### Exercise materials
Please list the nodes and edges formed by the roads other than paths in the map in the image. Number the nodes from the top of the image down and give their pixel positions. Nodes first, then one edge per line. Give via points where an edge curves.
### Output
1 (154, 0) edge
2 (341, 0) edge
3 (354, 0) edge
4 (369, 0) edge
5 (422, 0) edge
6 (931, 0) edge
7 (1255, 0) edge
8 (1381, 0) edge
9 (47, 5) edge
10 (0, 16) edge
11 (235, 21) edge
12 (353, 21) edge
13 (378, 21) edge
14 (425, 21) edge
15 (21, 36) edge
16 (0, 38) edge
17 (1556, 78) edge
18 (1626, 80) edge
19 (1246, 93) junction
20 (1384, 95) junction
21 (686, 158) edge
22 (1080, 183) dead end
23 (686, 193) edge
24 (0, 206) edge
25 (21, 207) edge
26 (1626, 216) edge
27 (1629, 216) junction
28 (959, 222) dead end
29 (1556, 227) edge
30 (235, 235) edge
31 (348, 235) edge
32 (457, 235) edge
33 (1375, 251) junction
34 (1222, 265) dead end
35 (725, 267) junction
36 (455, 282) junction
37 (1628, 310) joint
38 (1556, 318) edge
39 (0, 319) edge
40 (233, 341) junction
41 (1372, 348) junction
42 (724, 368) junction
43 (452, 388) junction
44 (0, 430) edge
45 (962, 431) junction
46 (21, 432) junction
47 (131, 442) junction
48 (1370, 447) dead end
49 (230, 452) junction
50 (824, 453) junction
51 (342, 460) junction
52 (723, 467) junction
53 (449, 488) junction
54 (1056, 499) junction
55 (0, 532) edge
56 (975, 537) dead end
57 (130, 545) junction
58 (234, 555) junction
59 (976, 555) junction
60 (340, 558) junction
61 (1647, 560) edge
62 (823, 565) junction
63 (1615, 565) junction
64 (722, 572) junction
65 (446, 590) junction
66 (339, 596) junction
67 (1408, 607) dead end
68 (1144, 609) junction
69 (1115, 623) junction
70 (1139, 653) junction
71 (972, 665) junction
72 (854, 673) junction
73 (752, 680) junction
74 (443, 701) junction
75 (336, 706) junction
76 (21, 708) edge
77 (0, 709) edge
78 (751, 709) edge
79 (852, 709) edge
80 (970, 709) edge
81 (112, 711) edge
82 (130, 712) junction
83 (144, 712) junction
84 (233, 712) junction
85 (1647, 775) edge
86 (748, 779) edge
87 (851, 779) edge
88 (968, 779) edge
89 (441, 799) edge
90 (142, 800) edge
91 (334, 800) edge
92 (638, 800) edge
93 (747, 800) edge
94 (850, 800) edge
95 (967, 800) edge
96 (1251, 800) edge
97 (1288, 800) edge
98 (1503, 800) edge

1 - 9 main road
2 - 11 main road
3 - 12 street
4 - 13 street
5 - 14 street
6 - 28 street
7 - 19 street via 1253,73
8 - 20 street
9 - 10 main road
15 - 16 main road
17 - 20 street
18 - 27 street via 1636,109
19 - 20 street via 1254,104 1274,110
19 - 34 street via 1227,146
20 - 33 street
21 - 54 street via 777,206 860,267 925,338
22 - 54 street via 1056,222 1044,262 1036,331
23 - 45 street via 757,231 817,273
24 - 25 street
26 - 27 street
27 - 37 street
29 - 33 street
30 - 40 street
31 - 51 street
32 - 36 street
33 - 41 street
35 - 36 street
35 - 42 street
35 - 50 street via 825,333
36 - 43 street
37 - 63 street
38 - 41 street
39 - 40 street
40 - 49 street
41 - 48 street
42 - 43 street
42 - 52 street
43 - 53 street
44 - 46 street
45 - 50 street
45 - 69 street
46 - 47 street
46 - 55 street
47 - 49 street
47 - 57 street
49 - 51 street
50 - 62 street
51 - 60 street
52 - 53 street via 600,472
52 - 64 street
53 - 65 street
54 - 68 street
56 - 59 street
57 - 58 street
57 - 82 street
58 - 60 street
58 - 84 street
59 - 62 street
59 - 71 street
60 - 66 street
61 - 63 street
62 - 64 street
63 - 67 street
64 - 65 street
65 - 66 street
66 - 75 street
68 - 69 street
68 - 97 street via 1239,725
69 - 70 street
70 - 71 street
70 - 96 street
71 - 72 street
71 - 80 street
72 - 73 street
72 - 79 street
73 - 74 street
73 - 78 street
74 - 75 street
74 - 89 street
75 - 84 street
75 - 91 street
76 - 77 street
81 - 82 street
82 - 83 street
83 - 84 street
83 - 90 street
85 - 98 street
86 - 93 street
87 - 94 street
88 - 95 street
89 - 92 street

### What you should do
Scan the records above for the string "main", then report every line that contains it.

### Answer to this problem
1 - 9 main road
2 - 11 main road
9 - 10 main road
15 - 16 main road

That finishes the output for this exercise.